8. Roast Until They Taste Like French Fries
Cauliflower really used to gross me out. Especially the raw, oversized florets you usually find on a veggie tray at a buffet. I first roasted it after reading about it in Molly Wizenberg’s “A Homemade Life.” I was skeptical while slicing the cauliflower and tossing it with olive oil, then stunned when it came out of the oven. It tasted like french fries. Well, maybe not like truffle fries from Little Big Burger, but good. Seriously good. I have since discovered that I love almost any vegetable roasted: favorites include broccoli (which I’ll admit I don’t enjoy steamed), bell peppers, and brussels sprouts.

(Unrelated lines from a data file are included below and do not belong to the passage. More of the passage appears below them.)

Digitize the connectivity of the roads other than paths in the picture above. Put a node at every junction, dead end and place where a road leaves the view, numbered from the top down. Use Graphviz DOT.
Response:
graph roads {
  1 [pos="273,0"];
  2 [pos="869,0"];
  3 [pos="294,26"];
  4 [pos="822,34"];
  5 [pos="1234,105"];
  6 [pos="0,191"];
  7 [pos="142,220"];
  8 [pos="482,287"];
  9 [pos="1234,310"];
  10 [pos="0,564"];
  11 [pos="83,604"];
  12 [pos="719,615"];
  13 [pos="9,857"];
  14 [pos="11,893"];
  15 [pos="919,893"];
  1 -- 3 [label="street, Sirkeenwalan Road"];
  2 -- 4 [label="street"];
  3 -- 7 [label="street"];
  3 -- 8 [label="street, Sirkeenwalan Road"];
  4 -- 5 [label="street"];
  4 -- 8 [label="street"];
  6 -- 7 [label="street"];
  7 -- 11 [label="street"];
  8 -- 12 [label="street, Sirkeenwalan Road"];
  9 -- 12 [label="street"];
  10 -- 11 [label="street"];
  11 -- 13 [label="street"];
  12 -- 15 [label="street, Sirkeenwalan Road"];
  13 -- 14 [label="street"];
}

9. Trick Out Your Spice Cabinet
Don’t worry about dropping $200 bucks to start your spice collection from scratch — you can do a lot with a few key spices and condiments. For starters, try ground cumin, oregano, cayenne, thyme, curry powder, red pepper flakes, and chili powder. And a decent sea salt, such as Maldon or Oregon’s own Jacobsen Sea Salt. One way to incorporate the spices is to saute some chopped onion in olive oil until it’s translucent (or even browned, for more flavor). Add 1/2 teaspoon of cumin or other seasoning and stir around in the onions and oil for a minute or so. Then add your chopped veggies and cook until crisp-tender (or softer, if you prefer). Finish with a squeeze of lemon and some sea salt. Delicious.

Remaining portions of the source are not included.